- _REQUIRED WORK_
Give back each line below verbatim.

- _RECORDS TO USE_
::::::

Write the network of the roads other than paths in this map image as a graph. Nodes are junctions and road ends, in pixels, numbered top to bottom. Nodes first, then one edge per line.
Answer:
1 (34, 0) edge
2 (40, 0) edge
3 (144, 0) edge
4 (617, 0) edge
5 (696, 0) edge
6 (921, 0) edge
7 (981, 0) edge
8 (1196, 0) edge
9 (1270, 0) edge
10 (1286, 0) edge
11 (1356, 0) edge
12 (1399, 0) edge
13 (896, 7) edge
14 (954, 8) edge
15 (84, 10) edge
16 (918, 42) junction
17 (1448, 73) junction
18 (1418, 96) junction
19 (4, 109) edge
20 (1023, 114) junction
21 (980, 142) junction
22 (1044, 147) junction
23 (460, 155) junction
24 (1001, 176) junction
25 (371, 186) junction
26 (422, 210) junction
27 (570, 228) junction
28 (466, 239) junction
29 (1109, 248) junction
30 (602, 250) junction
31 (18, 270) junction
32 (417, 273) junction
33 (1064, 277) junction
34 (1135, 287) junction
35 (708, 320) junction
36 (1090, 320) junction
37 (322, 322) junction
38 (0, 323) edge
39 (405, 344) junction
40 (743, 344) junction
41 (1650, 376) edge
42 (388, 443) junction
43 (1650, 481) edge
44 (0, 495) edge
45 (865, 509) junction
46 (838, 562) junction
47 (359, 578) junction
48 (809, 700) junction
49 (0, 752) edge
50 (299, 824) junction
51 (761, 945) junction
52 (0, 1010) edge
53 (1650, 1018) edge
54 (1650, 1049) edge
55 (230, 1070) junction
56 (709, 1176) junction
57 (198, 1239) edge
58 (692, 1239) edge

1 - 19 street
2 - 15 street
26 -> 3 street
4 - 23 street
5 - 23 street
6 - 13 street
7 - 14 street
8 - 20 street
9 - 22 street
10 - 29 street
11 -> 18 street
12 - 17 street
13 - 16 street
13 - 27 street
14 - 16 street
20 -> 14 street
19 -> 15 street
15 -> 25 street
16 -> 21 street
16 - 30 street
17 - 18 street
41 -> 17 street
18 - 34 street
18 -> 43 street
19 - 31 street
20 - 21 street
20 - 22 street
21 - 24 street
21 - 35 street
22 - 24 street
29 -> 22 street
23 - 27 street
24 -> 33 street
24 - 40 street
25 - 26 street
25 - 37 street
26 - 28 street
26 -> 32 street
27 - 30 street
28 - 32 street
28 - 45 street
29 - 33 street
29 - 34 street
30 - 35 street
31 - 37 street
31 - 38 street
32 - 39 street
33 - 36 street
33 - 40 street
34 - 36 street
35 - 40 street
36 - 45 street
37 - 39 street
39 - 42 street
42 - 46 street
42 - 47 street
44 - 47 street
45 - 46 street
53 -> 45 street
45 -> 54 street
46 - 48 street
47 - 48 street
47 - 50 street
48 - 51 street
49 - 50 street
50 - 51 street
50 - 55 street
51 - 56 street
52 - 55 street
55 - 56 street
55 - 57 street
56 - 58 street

::::::

- _RESULT_
Write the network of the roads other than paths in this map image as a graph. Nodes are junctions and road ends, in pixels, numbered top to bottom. Nodes first, then one edge per line.
Answer:
1 (34, 0) edge
2 (40, 0) edge
3 (144, 0) edge
4 (617, 0) edge
5 (696, 0) edge
6 (921, 0) edge
7 (981, 0) edge
8 (1196, 0) edge
9 (1270, 0) edge
10 (1286, 0) edge
11 (1356, 0) edge
12 (1399, 0) edge
13 (896, 7) edge
14 (954, 8) edge
15 (84, 10) edge
16 (918, 42) junction
17 (1448, 73) junction
18 (1418, 96) junction
19 (4, 109) edge
20 (1023, 114) junction
21 (980, 142) junction
22 (1044, 147) junction
23 (460, 155) junction
24 (1001, 176) junction
25 (371, 186) junction
26 (422, 210) junction
27 (570, 228) junction
28 (466, 239) junction
29 (1109, 248) junction
30 (602, 250) junction
31 (18, 270) junction
32 (417, 273) junction
33 (1064, 277) junction
34 (1135, 287) junction
35 (708, 320) junction
36 (1090, 320) junction
37 (322, 322) junction
38 (0, 323) edge
39 (405, 344) junction
40 (743, 344) junction
41 (1650, 376) edge
42 (388, 443) junction
43 (1650, 481) edge
44 (0, 495) edge
45 (865, 509) junction
46 (838, 562) junction
47 (359, 578) junction
48 (809, 700) junction
49 (0, 752) edge
50 (299, 824) junction
51 (761, 945) junction
52 (0, 1010) edge
53 (1650, 1018) edge
54 (1650, 1049) edge
55 (230, 1070) junction
56 (709, 1176) junction
57 (198, 1239) edge
58 (692, 1239) edge

1 - 19 street
2 - 15 street
26 -> 3 street
4 - 23 street
5 - 23 street
6 - 13 street
7 - 14 street
8 - 20 street
9 - 22 street
10 - 29 street
11 -> 18 street
12 - 17 street
13 - 16 street
13 - 27 street
14 - 16 street
20 -> 14 street
19 -> 15 street
15 -> 25 street
16 -> 21 street
16 - 30 street
17 - 18 street
41 -> 17 street
18 - 34 street
18 -> 43 street
19 - 31 street
20 - 21 street
20 - 22 street
21 - 24 street
21 - 35 street
22 - 24 street
29 -> 22 street
23 - 27 street
24 -> 33 street
24 - 40 street
25 - 26 street
25 - 37 street
26 - 28 street
26 -> 32 street
27 - 30 street
28 - 32 street
28 - 45 street
29 - 33 street
29 - 34 street
30 - 35 street
31 - 37 street
31 - 38 street
32 - 39 street
33 - 36 street
33 - 40 street
34 - 36 street
35 - 40 street
36 - 45 street
37 - 39 street
39 - 42 street
42 - 46 street
42 - 47 street
44 - 47 street
45 - 46 street
53 -> 45 street
45 -> 54 street
46 - 48 street
47 - 48 street
47 - 50 street
48 - 51 street
49 - 50 street
50 - 51 street
50 - 55 street
51 - 56 street
52 - 55 street
55 - 56 street
55 - 57 street
56 - 58 street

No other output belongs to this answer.